Lowe might be one of the few starting to make the connection.

After a Wednesday night church service in May, he sat in a youth group meeting room, facing 30 teenagers. The topic for the evening was how Christians can use unconventional tools to spread the Gospel.

Lowe, looking sleek in jeans and a casual black button-up, asked the teens to describe a time when technology inspired them to share their faith. Hands shot up, and Lowe tossed a neon-green microphone across the room to Vincent Baumgartner, 18, who caught it with a loud thud.

“I saw a Facebook status update the other day that said, ‘Tell five people you know about Jesus,’ ” he said. “It was pretty cool.”

Baumgartner turned to his girlfriend, Bridgett Leiter, who sent the message, and smiled. When she updated her Facebook status, Baumgartner got the notice through text.

“What did that message make you want to do?” Lowe asked Baumgartner.

“Text!” he replied.

“So you got a text on your cell phone that made you want to send another message to spread the love of Jesus?” Lowe asked.

Baumgartner nodded enthusiastically, and then other teens shared stories about how Facebook messages, texts and instant messages helped them reach out to people who weren’t yet “saved” by God’s love.

Lowe is one of several area religious leaders who believe Christians must understand technology if they want to reach out to teenagers.

“I definitely use Facebook and Twitter to communicate with the kids,” says Liz Adams, a Campus Life director for Homestead High School. “I’ve had some pretty serious conversations with kids over Facebook chat. It’s easier for them to bring up tough things.”

Adams, 28, says her online presence evolved naturally and not as part of an official Campus Life strategy.
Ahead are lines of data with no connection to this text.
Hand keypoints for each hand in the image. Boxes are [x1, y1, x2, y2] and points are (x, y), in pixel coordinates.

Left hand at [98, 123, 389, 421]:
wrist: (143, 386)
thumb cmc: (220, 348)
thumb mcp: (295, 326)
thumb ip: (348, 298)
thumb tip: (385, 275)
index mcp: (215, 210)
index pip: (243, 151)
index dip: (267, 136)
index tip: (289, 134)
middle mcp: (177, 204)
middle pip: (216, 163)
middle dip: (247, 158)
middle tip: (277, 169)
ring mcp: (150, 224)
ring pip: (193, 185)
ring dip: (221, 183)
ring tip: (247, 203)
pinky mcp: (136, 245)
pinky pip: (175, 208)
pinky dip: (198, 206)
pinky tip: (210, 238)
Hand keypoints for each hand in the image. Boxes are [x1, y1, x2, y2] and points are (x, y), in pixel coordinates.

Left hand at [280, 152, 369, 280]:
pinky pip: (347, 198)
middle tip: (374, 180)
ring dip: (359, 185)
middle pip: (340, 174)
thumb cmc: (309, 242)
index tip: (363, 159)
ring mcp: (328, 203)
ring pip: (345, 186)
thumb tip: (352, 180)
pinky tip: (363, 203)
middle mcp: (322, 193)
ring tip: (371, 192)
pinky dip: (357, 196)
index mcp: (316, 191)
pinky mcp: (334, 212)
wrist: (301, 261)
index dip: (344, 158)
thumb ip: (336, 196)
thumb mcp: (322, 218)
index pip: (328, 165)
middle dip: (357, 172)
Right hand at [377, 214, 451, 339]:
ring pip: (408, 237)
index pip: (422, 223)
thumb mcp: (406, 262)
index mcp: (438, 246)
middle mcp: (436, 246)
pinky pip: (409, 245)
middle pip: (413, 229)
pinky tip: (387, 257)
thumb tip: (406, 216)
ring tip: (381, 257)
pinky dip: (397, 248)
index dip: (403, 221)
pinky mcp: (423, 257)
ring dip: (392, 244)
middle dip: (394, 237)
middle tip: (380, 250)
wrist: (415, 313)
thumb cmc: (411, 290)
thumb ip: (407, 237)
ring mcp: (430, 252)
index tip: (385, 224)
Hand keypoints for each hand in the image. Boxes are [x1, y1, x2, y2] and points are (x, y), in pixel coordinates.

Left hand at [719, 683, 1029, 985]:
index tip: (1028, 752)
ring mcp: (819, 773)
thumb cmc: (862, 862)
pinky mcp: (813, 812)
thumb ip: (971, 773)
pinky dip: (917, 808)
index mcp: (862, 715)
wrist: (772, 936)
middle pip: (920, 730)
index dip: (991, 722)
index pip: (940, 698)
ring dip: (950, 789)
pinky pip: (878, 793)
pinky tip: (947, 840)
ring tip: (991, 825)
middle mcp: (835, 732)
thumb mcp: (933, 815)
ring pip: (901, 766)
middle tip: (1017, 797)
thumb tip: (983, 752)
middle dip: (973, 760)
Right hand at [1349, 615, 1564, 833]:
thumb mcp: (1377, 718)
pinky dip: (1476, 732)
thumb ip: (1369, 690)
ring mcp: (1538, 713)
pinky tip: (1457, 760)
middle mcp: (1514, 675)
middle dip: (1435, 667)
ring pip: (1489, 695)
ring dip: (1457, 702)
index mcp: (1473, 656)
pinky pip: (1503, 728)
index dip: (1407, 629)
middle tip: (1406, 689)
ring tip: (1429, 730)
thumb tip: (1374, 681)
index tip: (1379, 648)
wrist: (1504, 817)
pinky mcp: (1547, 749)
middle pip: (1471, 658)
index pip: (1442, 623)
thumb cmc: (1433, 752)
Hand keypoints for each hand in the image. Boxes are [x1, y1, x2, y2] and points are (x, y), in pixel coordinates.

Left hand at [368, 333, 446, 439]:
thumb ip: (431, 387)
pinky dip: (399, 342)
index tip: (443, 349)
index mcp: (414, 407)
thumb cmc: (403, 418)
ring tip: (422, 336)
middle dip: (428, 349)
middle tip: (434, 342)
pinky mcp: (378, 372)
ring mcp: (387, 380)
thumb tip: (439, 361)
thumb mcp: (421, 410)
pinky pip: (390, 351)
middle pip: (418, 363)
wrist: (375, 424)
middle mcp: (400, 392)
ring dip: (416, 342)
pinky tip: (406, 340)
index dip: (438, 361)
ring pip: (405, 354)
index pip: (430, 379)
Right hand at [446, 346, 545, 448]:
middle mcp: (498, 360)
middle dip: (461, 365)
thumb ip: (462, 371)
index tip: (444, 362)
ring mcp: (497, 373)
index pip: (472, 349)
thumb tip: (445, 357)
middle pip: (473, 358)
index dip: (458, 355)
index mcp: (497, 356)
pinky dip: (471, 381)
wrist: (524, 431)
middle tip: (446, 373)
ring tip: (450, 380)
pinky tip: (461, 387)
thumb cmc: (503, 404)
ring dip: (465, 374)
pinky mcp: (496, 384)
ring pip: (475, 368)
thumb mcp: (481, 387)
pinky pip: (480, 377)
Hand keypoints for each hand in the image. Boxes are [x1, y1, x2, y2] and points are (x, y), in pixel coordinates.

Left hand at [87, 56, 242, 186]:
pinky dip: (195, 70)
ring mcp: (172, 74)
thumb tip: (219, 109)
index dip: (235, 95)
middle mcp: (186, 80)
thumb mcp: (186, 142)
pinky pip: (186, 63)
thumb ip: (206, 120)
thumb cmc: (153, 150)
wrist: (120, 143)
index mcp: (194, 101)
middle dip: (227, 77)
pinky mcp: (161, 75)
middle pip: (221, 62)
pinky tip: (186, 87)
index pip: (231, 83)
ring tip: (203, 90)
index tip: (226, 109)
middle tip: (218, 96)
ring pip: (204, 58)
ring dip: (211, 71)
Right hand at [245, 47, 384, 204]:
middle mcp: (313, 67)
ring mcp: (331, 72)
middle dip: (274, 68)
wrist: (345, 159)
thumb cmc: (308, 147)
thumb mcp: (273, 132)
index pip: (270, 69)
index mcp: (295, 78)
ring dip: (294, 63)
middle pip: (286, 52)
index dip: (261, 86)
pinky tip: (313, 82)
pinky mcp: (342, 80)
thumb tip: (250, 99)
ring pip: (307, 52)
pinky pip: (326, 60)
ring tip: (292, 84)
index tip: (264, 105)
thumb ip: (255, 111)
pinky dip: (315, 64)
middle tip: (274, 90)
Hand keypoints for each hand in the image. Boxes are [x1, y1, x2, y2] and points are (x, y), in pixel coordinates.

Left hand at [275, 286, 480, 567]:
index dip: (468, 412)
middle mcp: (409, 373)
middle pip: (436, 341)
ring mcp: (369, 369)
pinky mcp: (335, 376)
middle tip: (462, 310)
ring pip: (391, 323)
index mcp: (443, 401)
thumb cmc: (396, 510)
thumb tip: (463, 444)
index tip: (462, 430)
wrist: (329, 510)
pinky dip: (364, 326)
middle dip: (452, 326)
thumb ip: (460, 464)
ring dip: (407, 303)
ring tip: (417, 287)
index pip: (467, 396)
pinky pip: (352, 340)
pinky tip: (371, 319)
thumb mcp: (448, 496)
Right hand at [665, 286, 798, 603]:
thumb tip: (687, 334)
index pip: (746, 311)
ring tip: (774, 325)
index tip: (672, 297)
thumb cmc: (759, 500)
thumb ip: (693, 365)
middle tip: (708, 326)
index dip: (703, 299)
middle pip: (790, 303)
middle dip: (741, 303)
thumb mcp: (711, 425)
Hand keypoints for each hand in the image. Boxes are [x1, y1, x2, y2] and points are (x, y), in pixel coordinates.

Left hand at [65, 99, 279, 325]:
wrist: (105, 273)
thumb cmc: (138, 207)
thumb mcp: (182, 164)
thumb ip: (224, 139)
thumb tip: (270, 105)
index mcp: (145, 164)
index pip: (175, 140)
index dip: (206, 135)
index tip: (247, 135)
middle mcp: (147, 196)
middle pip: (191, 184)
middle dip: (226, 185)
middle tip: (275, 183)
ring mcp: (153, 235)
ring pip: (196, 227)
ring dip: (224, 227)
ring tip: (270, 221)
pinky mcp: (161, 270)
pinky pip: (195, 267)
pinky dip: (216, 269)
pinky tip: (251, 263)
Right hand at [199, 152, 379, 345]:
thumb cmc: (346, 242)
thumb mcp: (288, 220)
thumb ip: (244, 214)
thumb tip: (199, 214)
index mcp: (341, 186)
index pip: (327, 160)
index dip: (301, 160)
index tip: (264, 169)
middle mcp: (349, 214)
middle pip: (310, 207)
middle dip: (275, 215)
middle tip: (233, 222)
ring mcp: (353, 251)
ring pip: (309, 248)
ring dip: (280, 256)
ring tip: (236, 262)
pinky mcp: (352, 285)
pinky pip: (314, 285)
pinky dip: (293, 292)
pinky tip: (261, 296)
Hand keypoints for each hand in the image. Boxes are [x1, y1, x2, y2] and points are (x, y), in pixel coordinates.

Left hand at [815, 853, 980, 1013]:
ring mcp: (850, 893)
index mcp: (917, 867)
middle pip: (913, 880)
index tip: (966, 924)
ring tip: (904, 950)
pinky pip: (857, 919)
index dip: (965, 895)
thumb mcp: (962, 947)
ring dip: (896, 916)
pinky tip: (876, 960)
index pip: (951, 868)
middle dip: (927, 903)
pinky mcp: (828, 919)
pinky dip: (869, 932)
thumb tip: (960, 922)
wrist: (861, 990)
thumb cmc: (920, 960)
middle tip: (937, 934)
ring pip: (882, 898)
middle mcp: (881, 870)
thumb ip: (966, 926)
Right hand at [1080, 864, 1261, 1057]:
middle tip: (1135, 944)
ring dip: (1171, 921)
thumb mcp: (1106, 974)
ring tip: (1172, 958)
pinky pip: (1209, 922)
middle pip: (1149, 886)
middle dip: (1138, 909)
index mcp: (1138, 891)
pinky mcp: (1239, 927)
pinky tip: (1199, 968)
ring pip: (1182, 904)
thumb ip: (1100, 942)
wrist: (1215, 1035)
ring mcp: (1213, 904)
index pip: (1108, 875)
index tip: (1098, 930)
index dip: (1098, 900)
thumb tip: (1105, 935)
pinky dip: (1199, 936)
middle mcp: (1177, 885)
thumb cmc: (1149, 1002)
Her organization is one of many pondering how to incorporate social-networking sites and other technologies into its ministry work.

Sarah Knott, public relations coordinator for Young Life, an international Christian outreach organization, says her group has developed strict technology guidelines. Leaders can use social-networking sites as ministry tools, but only in conversations with kids they already know.

“We’re not going to be some weird adult reaching out to kids trying to minister to them,” she says. “If we’re talking to a kid online and conversing, it’s because we have an established relationship with a kid. We’re not using it as a new way to spread the Word of Jesus. ... Could it change? Who knows where we’ll be 120 years down the road.”

Church leaders aren’t only using technology to reach out to younger members. They’re also using the tools to reach out to their wider congregations.

James Cotton, interim pastor at Fort Wayne’s First Christian Church, says many of the middle-aged adults in his congregation are on Facebook.

“It’s a great way of keeping in touch,” he says. But it can also have its downsides.

“My concern is that we start to think, ‘We’ve been online three times so there’s no need to go to church and be together,’ ” he says. “It’s a whole lot easier to say whatever you want over the keyboard than it is to say to someone face to face. I don’t talk politics, and I don’t talk religion unless you can look me in the eye. More often than not, our greatest assets are also our greatest weakness. And I think with social networking, that is true.”

Lowe and his youth group agree. At the end of their meeting, they ranked various forms of communication from 1 to 10 according to their ministry power. A Facebook wall post is a 2 or 3. A text message is between a 5 and an 8. A handwritten letter – because of its rarity – is a 10.

Nevertheless, Lowe urges his teenagers to use any and all methods at their disposal to spread the Gospel.

“We know we have a tool right at our fingertips, and we’ve seen that it’s effective – that it opens up doors to communication,” he says.

The meeting ended in a prayer. Earlier, Lowe handed out “please text me” fliers, and students carried these and their Bibles as they filed out of the room.

Depending on who pays their cell phone bills, it might be time to pray for unlimited texting.